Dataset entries

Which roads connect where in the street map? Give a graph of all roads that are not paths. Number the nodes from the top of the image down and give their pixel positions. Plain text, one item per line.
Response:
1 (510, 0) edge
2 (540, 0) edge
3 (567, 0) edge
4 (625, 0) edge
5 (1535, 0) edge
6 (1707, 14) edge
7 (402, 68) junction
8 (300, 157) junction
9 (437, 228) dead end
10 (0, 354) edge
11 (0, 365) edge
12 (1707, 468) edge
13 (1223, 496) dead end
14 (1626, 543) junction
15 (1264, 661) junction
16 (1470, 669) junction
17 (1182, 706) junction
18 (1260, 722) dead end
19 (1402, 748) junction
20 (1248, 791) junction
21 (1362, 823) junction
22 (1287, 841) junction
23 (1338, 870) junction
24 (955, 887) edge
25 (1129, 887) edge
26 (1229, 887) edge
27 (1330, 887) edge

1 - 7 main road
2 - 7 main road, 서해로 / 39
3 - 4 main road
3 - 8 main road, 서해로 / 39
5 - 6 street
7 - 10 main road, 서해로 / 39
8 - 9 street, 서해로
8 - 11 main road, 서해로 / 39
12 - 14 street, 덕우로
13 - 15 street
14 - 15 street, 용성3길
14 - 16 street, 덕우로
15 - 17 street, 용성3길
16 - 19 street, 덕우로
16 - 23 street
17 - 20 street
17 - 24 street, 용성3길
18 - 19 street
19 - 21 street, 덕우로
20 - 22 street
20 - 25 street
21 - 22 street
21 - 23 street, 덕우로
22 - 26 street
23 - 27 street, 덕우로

§ EXERCISE DETAILS
Work out how many lines in the data include "junction". Answer with the number only.

§ THE ANSWER
11